Materials used for bone addition/bone graft
Autograft or autologous graft
Graft harvested from the patient. An autograft uses bone taken from elsewhere in the patient's body. Typical sites include the leg, hip, chin or jaw. Although this requires an additional surgical procedure to harvest the bone, it eliminates the risk of rejection or any other adverse reactions. Also, the harvested bone is alive, which means it has certain cellular elements that will help increase the production of new bone.
Allograft or graft collected from donor
Bones from a genetically similar organism. An allograft uses highly processed bone taken from a donor that can be dried and frozen, irradiated or chemically treated to ensure its safety. It is extensively tested to eliminate the risk of contamination. Like xenograft, allograft will support your body to grow new bone cells, but it cannot produce new cells on its own.
Xenograft or graft of animal origin
For many years the most widely used xenograft has been bovine bone. It is sterilised and processed to minimise infection. The graft is placed to act as a 'biological space maintainer'. Initially, it mechanically prevents the collapse of surrounding tissues, whether bone or soft tissue. Then, through a process called 'guided tissue regeneration', the human body is biochemically tricked into recognising the graft as natural bone and over time it resorbed and replaced it with its own bone.

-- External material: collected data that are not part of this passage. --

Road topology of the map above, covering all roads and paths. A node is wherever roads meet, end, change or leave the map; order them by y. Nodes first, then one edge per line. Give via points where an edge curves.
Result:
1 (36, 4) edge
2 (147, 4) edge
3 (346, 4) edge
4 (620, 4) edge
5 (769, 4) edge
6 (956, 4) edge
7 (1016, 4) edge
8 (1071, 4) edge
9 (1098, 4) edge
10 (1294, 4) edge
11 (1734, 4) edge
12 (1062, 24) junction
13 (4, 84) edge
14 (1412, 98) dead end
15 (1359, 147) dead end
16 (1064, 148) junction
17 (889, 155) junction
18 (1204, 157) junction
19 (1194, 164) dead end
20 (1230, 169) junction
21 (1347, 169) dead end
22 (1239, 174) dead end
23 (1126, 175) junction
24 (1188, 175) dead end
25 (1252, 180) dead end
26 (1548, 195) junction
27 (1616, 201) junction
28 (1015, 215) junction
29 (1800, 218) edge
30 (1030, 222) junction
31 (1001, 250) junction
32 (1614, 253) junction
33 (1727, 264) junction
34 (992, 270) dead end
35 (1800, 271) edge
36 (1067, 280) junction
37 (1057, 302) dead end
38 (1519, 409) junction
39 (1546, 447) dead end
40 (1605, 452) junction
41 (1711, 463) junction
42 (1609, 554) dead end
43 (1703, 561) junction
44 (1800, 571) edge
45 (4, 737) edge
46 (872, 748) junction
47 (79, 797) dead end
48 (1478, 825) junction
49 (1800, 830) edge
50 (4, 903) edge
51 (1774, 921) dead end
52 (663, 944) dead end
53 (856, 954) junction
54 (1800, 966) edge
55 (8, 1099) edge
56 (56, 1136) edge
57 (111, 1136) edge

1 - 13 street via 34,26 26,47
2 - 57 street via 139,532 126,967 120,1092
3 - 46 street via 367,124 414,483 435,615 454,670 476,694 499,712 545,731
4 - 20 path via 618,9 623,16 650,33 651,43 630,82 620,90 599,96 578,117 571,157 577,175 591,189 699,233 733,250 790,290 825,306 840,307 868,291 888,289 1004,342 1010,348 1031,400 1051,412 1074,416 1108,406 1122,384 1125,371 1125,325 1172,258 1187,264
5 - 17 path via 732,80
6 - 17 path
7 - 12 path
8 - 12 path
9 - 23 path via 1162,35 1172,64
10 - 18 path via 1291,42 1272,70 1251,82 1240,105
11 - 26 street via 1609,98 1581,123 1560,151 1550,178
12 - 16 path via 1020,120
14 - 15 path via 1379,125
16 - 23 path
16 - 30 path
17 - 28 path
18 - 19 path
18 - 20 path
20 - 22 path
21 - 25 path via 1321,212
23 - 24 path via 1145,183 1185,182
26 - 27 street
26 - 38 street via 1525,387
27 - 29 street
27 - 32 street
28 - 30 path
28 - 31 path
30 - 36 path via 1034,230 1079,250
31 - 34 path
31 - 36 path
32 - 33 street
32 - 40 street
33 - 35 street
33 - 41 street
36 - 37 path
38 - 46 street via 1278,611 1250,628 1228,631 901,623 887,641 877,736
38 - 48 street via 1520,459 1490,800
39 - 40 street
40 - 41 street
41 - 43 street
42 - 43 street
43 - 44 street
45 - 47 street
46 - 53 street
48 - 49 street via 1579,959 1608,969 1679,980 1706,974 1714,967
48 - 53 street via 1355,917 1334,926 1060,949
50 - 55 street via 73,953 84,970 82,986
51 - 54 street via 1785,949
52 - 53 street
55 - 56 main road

Alloplastic or artificial graft
Made of biocompatible synthetic material, the alloplastic graft is a graft made of fully synthetic materials. Synthetic bone graft materials are highly sophisticated and contain a variety of different substances. They may have a combination of collagen, proteins and growth factors, which are designed to help promote the formation of new bone cells and promote healing.
Bone addition can also be achieved with the help of a special membrane, which is needed to isolate the added bone material from the soft tissues. This is placed over the addition material and creates a uniform contour for the formation of the alveolar ridge. Two types of membrane are used:
- resorbable: which will be assimilated by the body and therefore do not require a removal procedure
- non-absorbable: made of titanium, to be removed 3-9 months after installation.